A l'Est, rien de nouveau...
..ou presque. Mes cours d'histoire-géo sont déjà loin, bien loin (non, je ne suis pas si vieille), et les seules réminescences que j'en conserve, concernant l'Allemagne d'après-guerre, demeurent
l'écho d'un ennui mortel. On aurait sans doute pu nous passer ce film en classe plutôt que de nous gonfler avec des schémas pourris nous expliquant bien laborieusement pourquoi et comment
l'Allemagne s'est retrouvée coupée en deux, traversée par un mur de béton, et pourquoi, tandis qu'à l'Ouest c'était la java, à l'Est, on broyait du noir. Ici, l'action se déroule dans un quartier
de Berlin (Est) nommé Sonnenallee - l'allée du soleil - qui a la double particularité de jouxter un poste de frontière, et d'être coupée en deux par le mur. C'est là que vivent Micha, un ado de
17 ans, ses parents, son oncle, et ses amis. A quelques dizaines de mètres seulement de "l'autre côté" et des tentations qu'il représente. De sa fenêtre, il peut voir sans peine au-delà du mur,
et rêvasser à cet el dorado culturel que la Stasi leur refuse à l'Est. L'Allée du Soleil fait donc grise mine, entre ses blocs de béton armé et ses règles strictes en accord avec le Parti. La
promiscuité du mur, et des ouest-allemands, paraît insupportable, quand on y pense. La différence du niveau de vie, les inégalités flagrantes, sont criantes, accentuées par les moqueries qui
parviennent à Micha et ses amis de l'autre côté du mur. A l'Ouest, on s'amuse. A l'Ouest, on raille. A l'Est, on fulmine. Mais on a des idées.

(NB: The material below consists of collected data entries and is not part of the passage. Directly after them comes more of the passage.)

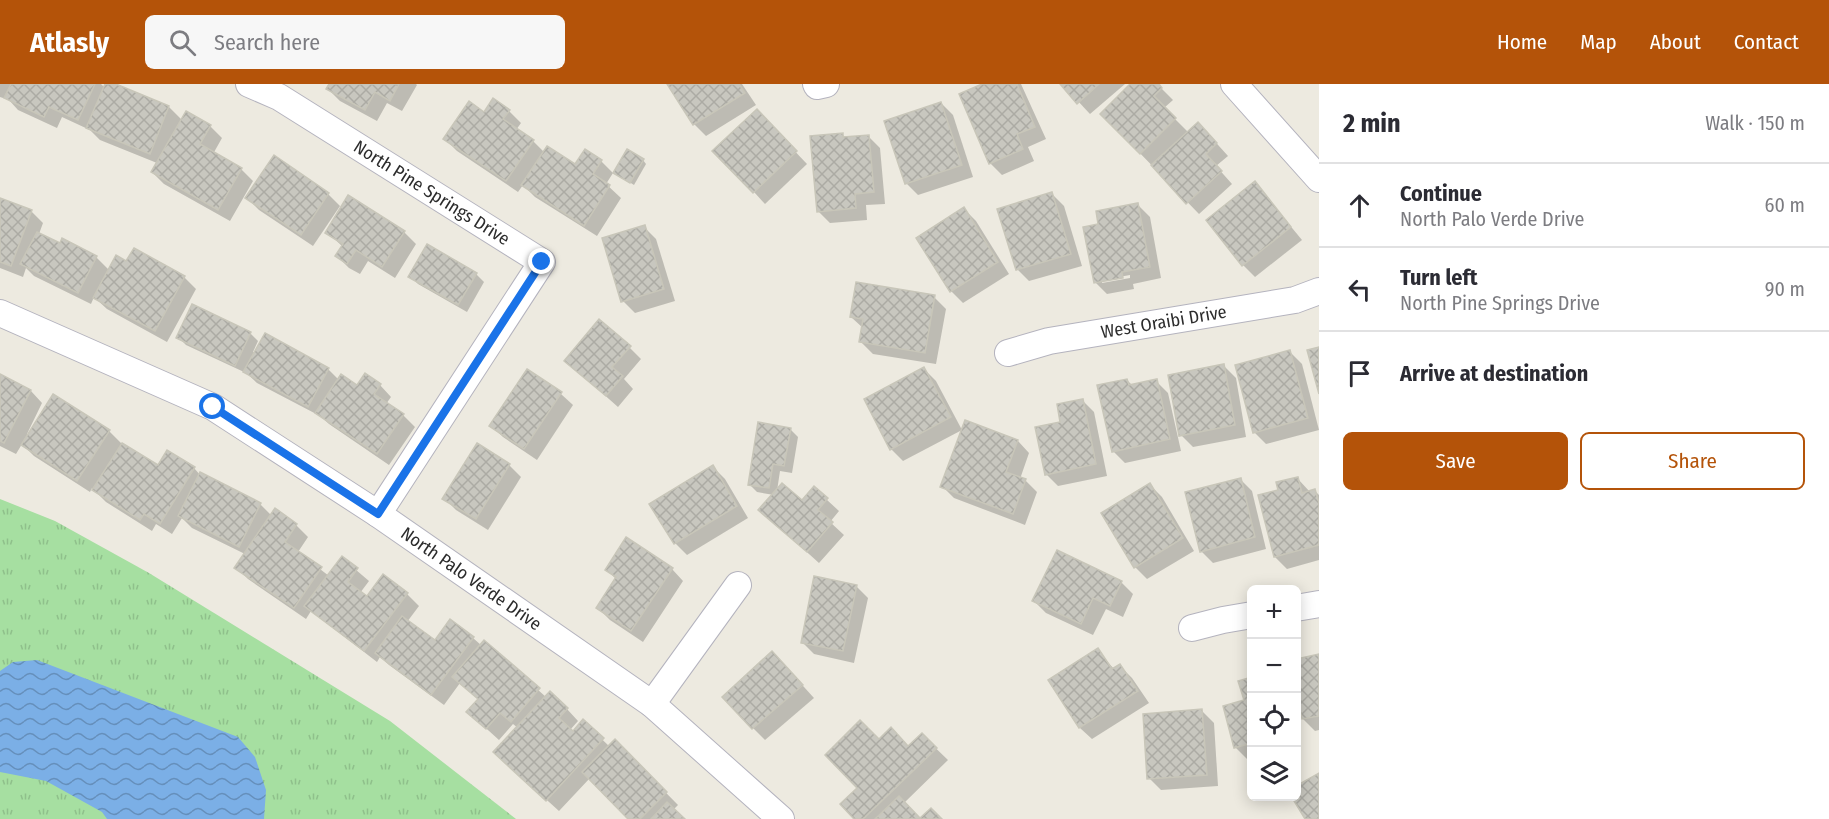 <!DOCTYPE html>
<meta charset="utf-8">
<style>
body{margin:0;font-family:"Fira Sans Condensed",sans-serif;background:#f7f7f7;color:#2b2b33}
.controls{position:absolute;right:18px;bottom:18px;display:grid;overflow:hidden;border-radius:9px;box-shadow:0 3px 15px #0003}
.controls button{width:54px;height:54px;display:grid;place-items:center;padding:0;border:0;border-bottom:2px solid #e1e1e2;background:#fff;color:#2b2b33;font:30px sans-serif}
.stop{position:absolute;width:18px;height:18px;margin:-14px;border:4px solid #1a73e8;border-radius:50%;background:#fff}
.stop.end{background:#1a73e8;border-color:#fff;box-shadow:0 2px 6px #0008}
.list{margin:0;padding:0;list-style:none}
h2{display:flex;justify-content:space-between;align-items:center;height:78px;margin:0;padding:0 24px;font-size:26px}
h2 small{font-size:20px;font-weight:400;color:#7c7c81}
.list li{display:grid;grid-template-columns:39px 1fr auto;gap:18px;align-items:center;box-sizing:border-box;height:84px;padding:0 24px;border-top:2px solid #e1e1e2}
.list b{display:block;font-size:22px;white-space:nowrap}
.list p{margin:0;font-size:20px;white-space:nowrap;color:#7c7c81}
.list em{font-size:20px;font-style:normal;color:#7c7c81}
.actions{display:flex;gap:12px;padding:18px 24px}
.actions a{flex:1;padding:14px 0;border:2px solid #b45309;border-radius:9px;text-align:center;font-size:21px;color:#b45309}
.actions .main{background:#b45309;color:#fff}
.icon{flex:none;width:33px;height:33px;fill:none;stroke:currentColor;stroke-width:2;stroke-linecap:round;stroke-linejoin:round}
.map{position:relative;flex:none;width:1319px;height:735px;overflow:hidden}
header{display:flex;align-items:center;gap:36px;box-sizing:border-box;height:84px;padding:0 30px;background:#b45309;color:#fff}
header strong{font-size:28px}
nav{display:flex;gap:33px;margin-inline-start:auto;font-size:21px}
.search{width:420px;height:54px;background:#f7f7f7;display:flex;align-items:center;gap:15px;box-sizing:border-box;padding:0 21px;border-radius:9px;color:#7c7c81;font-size:22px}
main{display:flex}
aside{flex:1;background:#fff}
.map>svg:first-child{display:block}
.grass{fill:url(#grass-tufts)}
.water{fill:url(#water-waves)}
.shadow{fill:#0003;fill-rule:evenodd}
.building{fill:url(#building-cross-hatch);stroke:#c8c6b9;stroke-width:1.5}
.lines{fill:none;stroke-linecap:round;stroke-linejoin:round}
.street-casing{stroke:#b4b3be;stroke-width:28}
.street{stroke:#fff;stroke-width:26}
.route{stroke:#1a73e8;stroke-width:8}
.labels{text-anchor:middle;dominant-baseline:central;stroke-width:4.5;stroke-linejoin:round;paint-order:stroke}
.street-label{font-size:18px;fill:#2c2c2c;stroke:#fff}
</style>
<header>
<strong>Atlasly</strong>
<div class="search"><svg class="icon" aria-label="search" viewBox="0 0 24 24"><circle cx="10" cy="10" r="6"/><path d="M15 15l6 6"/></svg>Search here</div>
<nav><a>Home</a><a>Map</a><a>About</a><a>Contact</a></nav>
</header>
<main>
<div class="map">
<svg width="1319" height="735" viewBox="0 0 1319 735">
<defs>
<pattern id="grass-tufts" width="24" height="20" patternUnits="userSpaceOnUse" patternTransform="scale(1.5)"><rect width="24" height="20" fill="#a6dfa1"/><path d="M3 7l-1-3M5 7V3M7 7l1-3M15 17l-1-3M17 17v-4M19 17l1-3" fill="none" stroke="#8fc08b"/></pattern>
<pattern id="water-waves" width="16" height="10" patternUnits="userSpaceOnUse" patternTransform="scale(1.5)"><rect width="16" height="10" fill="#7bafe6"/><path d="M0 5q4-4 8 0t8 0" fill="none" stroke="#658fbb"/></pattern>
<pattern id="building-cross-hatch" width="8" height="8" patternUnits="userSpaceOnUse" patternTransform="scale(1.5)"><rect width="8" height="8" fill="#c8c7bf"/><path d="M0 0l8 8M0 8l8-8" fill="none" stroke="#acaba4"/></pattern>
</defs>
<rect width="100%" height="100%" fill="#edeae0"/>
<polygon class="grass" points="0,415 55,437 149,489 390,637 516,735 0,735"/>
<polygon class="water" points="37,576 238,653 255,673 266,706 264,735 107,735 102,728 46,697 0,688 0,587 13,578"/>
<g class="shadow">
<polygon points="0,0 101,0 105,4 106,0 112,0 169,23 182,36 210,42 222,54 213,70 241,85 253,97 230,137 164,100 152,88 157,79 100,56 90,46 62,33 57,44 18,26 9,16 0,13"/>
<polygon points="331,0 416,0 417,1 402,27 387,19 377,37 340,17 328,5"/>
<polygon points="669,0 742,0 756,21 706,52 694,40"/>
<polygon points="989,0 1021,0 1046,55 1028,63 1034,77 1002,91 990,79"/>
<polygon points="1062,0 1125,0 1090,30"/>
<polygon points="1132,0 1157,0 1173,16 1164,24 1189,49 1210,52 1228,72 1216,82 1232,100 1199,130 1102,30"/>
<polygon points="941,19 953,31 973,93 918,111 906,99"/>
<polygon points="509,27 521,39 516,46 533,57 544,68 576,82 586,67 601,77 613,89 606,100 621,114 597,152 535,113 523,101 518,108 457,67 445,55 484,30"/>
<polygon points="768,39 807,80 765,120 754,108"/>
<polygon points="842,50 846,54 868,52 880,64 885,120 866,121 867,136 830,139 818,127"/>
<polygon points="643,76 646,80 634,101 615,89"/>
<polygon points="1255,99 1302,156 1255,193 1243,181"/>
<polygon points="328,110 340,122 313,162 259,126 247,114"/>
<polygon points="1052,110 1064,122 1082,182 1029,197 1017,185"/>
<polygon points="0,115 31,127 43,139 39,150 60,161 96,173 110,187 127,179 134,166 184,193 196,205 167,258 107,225 94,213 91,220 34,192 26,184 23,193 0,184"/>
<path d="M1138 121 1150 133 1161 194 1133 200 1134 205 1107 210 1095 198 1100 141ZM1130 191V194L1102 199V196Z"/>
<polygon points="964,125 976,137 1009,190 963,219 951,207"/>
<polygon points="644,143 656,155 675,217 635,229 623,217"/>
<polygon points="327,148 404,148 416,160 395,194 368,177 360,190 349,184 337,172 343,163"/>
<polygon points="476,190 484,198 467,228 418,200 410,192"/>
<polygon points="934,213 946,225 936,280 873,270 861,258 863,244 851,233"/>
<polygon points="250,249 258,257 253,268 255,269 328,285 339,296 357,303 380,301 391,313 386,320 403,331 415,343 389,381 329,340 320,332 257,299 244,287 244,288 186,261 178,253"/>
<polygon points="629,263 641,275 624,295 633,305 618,323 566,277"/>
<polygon points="1290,268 1302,280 1319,346 1266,360 1254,348"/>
<polygon points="1224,282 1236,294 1246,353 1193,363 1181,351"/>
<polygon points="924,285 936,297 962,346 903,377 891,365"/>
<polygon points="0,291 31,307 42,319 27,350 29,351 109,347 121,359 159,383 194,384 201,392 260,420 271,431 296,441 308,453 298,468 329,492 342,474 369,497 360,509 367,514 407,510 419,522 407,538 435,558 473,554 481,561 484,558 546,613 567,625 578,637 570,646 573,649 583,637 610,663 615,657 678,721 673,726 682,735 631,735 590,694 559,727 507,680 518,644 513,640 499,656 468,628 479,616 460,599 444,621 389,581 380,573 377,578 311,527 306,535 248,495 236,483 245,470 192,444 182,434 172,450 156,440 152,447 106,418 92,404 90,408 34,372 22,360 16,370 0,362"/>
<polygon points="1127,296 1133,302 1156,297 1168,309 1181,367 1125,379 1114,368"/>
<polygon points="561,310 573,321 537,376 503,353 491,342"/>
<polygon points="1082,316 1094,328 1107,392 1058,402 1046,390 1062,339"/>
<polygon points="790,345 798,353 792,389 780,387 777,407 802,418 814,404 839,427 830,438 844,451 819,479 760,426 774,411 757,408 749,400"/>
<polygon points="1018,357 1029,369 1020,395 1025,396 1037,408 1025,441 954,414 942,402"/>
<polygon points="509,381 521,393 488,446 456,426 444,414"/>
<polygon points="713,383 725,395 748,434 687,471 675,459"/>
<polygon points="1240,395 1252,407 1266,465 1213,479 1201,467"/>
<polygon points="1298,395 1310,408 1315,407 1319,411 1319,476 1287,485 1275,473 1280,407"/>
<polygon points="1150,401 1162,413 1194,467 1147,495 1135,483"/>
<polygon points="672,485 683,497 643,558 610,536 598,524 616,495 607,486"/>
<polygon points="1121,498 1133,510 1123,533 1106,525 1093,551 1046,529 1034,517"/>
<polygon points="856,502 868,514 854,579 814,570 802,558"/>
<polygon points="1097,566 1114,585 1120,582 1132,594 1149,619 1092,655 1080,644 1050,597"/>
<polygon points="1319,572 1319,646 1315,647 1303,635"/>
<polygon points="784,581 814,614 765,656 753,644"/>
<polygon points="1252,595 1252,674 1247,675 1235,663"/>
<polygon points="1202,627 1214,639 1218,702 1161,706 1149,694"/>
<polygon points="922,651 948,676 904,719 920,735 856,735 859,704 879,657 909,664"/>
</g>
<g class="building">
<polygon points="11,0 95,0 78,36 49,23 44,33 4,14"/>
<polygon points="105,0 116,0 169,22 150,70 86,44"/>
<polygon points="329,0 399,0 390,17 375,8 365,26 326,5"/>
<polygon points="667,0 739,0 745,9 693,41"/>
<polygon points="982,0 1017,0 1035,43 1017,50 1023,65 989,80 959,10"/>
<polygon points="1060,0 1099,0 1077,20"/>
<polygon points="1130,0 1159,0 1162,4 1154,12 1176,34 1140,70 1100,30"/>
<polygon points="493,14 510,26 503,35 534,56 506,97 443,55 469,17 484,28"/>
<polygon points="941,18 962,81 905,100 884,37"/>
<polygon points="757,25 797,67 753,109 712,67"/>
<polygon points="186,27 211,41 200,60 242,84 218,126 151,88"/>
<polygon points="1198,38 1217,59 1206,70 1222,87 1186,120 1151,81"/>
<polygon points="843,49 843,53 869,51 874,108 855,110 856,124 817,128 810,52"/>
<polygon points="547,62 575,80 585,65 602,76 593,90 610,101 584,142 521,101"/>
<polygon points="627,65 644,75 630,99 613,89"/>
<polygon points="274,71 329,109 301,151 245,114"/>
<polygon points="1255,97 1291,143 1242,182 1206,136"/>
<polygon points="1052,108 1071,170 1016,186 997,125"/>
<polygon points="348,111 405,147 382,183 356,166 347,180 335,172 343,160 325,149"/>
<polygon points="0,114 32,126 11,182 0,178"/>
<polygon points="1138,119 1150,183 1122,188 1123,194 1094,199 1083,143 1098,140 1096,127"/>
<polygon points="964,123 998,178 950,208 916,154"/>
<polygon points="645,141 664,205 621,218 602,154"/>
<polygon points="37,148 60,159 62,154 97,172 78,209 20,180"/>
<polygon points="427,160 477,189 458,221 408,193"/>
<polygon points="134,164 185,192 155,247 93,214 116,171 126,177"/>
<polygon points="856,198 935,211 925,269 859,258 863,235 850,233"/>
<polygon points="192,220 251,248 235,282 176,254"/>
<polygon points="599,235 631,262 612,283 623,292 606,312 564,277"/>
<polygon points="265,249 329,284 308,323 243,288"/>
<polygon points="1319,263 1319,310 1307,266"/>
<polygon points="1290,266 1308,334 1253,349 1235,281"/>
<polygon points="1224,280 1235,341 1179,352 1168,291"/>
<polygon points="924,283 951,333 890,366 864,315"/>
<polygon points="527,285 562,308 524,365 489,342"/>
<polygon points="365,289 381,300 374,310 404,330 377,370 315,329 341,290 357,301"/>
<polygon points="0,290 31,306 4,359 0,357"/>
<polygon points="1127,295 1129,301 1157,295 1170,355 1112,368 1097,301"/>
<polygon points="53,310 110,346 77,397 21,361"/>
<polygon points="1083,315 1096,380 1045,391 1035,343 1060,338 1057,320"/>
<polygon points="965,336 1018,356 1006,388 1026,395 1013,430 940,403"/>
<polygon points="758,338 791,344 784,382 773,380 769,404 748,401"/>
<polygon points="122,359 158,381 167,366 195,383 160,440 144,430 140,436 92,406"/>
<polygon points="477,359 510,380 476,435 442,415"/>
<polygon points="713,381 737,422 674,460 649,420"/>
<polygon points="200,388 261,419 239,463 178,432"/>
<polygon points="1298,393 1302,409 1315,405 1319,419 1319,461 1274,473 1258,411 1278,406 1276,398"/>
<polygon points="1241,394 1255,453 1200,468 1185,408"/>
<polygon points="782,399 802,416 814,402 828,414 818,426 833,438 807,468 758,426"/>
<polygon points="1150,399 1183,454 1134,484 1101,429"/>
<polygon points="275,424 297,440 285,458 322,483 294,524 234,484"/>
<polygon points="626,453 673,484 631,547 596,524 616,493 605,486"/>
<polygon points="1057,466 1122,497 1110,522 1093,514 1081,540 1032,517"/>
<polygon points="342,472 358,484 348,498 367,512 383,490 408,509 364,567 304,522"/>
<polygon points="814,492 857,501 843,567 801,559"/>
<polygon points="402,532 435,556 450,535 474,553 431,611 375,569"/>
<polygon points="484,556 540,604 511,638 500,629 486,645 466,628 478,615 452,593"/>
<polygon points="1098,564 1112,585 1120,580 1138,607 1079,644 1048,596"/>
<polygon points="772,567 803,601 752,645 722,613"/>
<polygon points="1319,570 1319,632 1302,635 1296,608 1296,575"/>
<polygon points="1252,593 1252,659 1234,664 1223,622 1244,616 1238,597"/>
<polygon points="550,607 568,624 559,634 573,647 583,635 604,654 546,717 493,668"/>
<polygon points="1202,625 1207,691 1147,695 1143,630"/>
<polygon points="860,636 879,655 891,643 908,662 922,649 937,664 863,735 854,735 840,720 857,704 825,671"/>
<polygon points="615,655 667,708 640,735 628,735 582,688"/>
<polygon points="1319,689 1319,735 1305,735 1291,712 1296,712 1296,702"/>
<polygon points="899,712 920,734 931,724 942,735 875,735"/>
<polygon points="667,718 685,735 651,735"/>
</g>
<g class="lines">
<g class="street-casing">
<g id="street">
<path id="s1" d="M249 0 279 13 542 178 378 430"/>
<polyline points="816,0 817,2 826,0"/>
<polyline points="1234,0 1319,95"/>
<path id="s2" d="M0 229 213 323 378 430 652 620 781 735"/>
<path id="s3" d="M1008 269 1049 257 1295 216 1319 207"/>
<polyline points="1296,524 1319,520"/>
<polyline points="1192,544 1223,536 1252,531"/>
<polyline points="652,620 738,501"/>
</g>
</g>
<use href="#street" class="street"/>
</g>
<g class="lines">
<polyline class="route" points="213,323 378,430 542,178"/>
</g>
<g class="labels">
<g class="street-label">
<text stroke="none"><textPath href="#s1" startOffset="213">North Pine Springs Drive</textPath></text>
<text stroke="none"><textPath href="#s3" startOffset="159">West Oraibi Drive</textPath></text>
<text stroke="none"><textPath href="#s2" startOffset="543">North Palo Verde Drive</textPath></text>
</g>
</g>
</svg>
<div class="controls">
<button>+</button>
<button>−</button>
<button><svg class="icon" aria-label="locate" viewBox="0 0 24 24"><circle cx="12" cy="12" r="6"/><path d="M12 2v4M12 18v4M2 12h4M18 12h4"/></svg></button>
<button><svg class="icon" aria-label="layers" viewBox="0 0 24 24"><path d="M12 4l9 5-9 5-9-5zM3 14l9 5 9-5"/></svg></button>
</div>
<div class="stop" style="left:213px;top:323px"></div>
<div class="stop end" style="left:542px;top:178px"></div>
</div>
<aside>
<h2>2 min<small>Walk · 150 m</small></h2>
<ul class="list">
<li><svg class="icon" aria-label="ahead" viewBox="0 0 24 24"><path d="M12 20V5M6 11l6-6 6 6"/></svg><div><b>Continue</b><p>North Palo Verde Drive</p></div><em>60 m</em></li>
<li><svg class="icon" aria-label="left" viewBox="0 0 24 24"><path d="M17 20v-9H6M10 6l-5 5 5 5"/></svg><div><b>Turn left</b><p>North Pine Springs Drive</p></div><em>90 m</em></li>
<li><svg class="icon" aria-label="arrive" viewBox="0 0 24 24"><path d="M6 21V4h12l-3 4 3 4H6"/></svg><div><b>Arrive at destination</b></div></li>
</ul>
<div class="actions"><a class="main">Save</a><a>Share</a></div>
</aside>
</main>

Ce qui frappe tout particulièrement, finalement, c'est la démonstration brillante du film, selon laquelle, la frontière la plus visible et évidente - le mur - n'est pas nécéssairement la plus mal
vécue. D'autres frontières, internes, s'érigent, séparant parents, amis, collègues, et s'avèrent d'autant plus difficiles à supporter. Car chacun, en secret, se berce d'illusions individuelles
qui oublient les autres. Les frontières, alors, n'ont plus besoin de blocs de ciment pour émerger de terre.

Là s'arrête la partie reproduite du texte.